Precarity and labor woes proliferate in The Norwood Suite, Greg “Cosmo D” Heffernan’s surreal getaway to the eponymous hotel. Staff members speak of not being paid for weeks and the inevitability of layoffs when the shady corporate firm Modulo arrives to take over. When the front desk badmouths the player-character, another employee fears the repercussion of a bad review on Traveller’s Quarterly, suggesting that the hotel loyalty rating could be put into a “precarious bracket.” Nearby, a band discusses how algorithms generate followers on social media to attract concert promoters, but worries that the health issues of one member will prevent them from playing an important musical festival. The Norwood Suite reflects a world in which professional livelihoods are bound up in complex issues and technologies, where employees are pressured to perform emotional labor, appearing constantly grateful and doting despite fears of unemployment.

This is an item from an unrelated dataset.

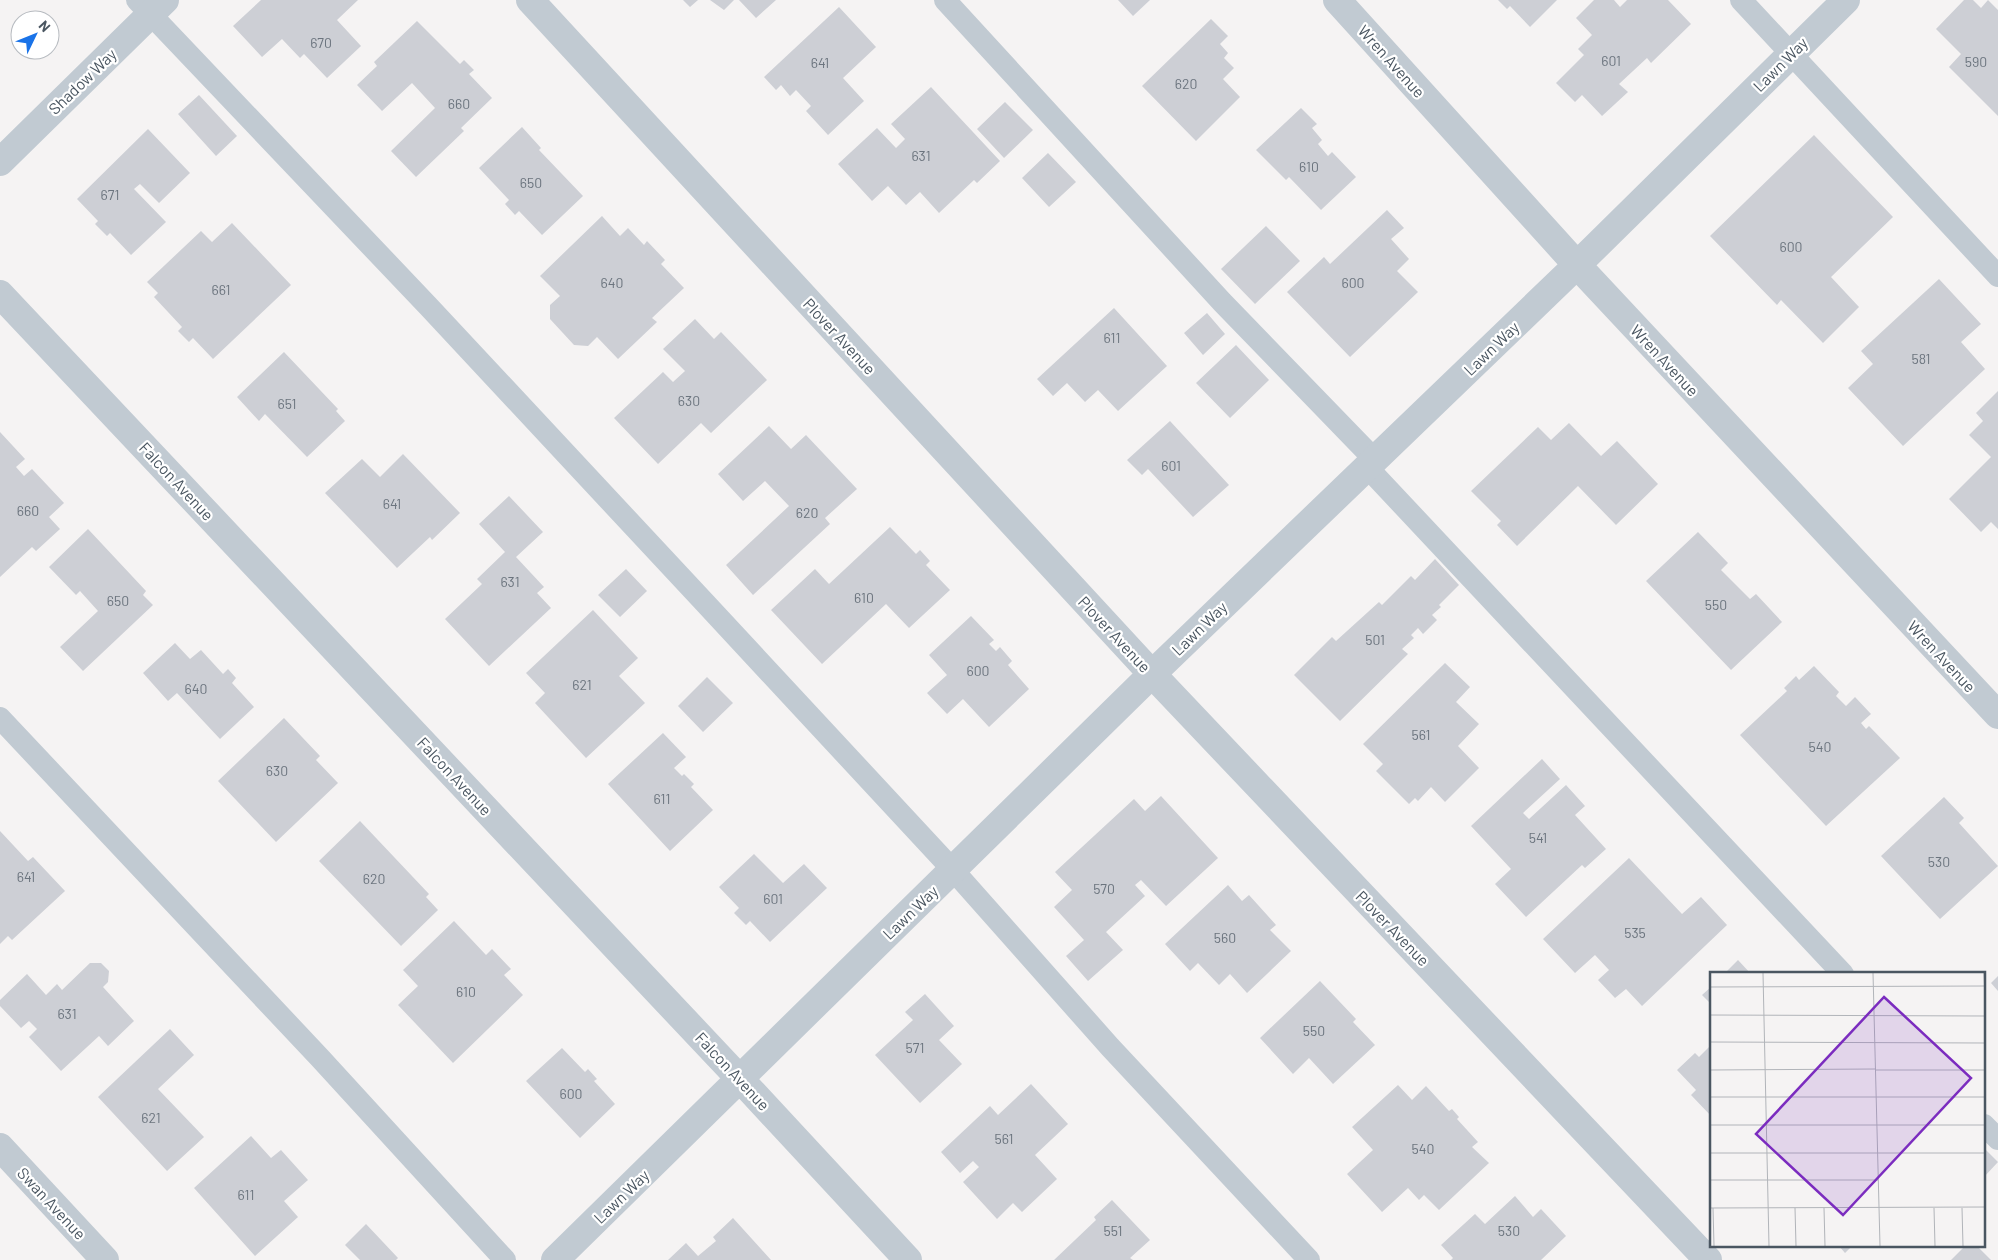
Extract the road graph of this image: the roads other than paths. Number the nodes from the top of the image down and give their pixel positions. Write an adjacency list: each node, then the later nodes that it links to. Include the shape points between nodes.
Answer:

Like Cosmo D’s previous game Off-Peak, your role is that of an interloper, here conscripted into work. Characters order the player to fetch objects such as alcohol or music to keep their minds off workplace anxieties. Thus, fetch quests are reconfigured as unskilled labor. Only mischief can undermine corporate interests, such as sabotaging a DJ set or uncovering secret passageways by pushing levers, buttons, and other perplexing gizmos. The game rewards curiosity, coaxing players to discover tangled hallways and oddities such as an impossibly long drawer, a Wi-Fi router manual that doubles as a poetry book (shades of Kentucky Route Zero here), or giant bowling pins that serve as piano keys. Despite characters’ unease, the atmosphere of the game feels like a constant rave. The dialogue system is joyously musical, with sounds emanating from characters as though speaking with a talk box or instrumental sample. Every conversation harmonizes with the jazzy pulse of the soundtrack, with each click through the dialogue contributing to the beat.

Cosmo D once spoke to me about the New York club scene in the late 2000s as a similarly precarious moment amidst nightly partying, in which artists on the verge of global stardom and business interests, ready to corporatize a brewing subculture, revamped entire neighborhoods and careers. The Norwood Suite might envision a fanciful locale conjured seemingly from a post-party dream, but its concerns are entirely grounded in the here and now.

Miguel Penabella is a PhD student investigating slow media and game spaces. He is an editor and columnist for Haywire Magazine. His writing has been featured in Kill Screen, Playboy, Waypoint, and Unwinnable, and he blogs on Invalid Memory.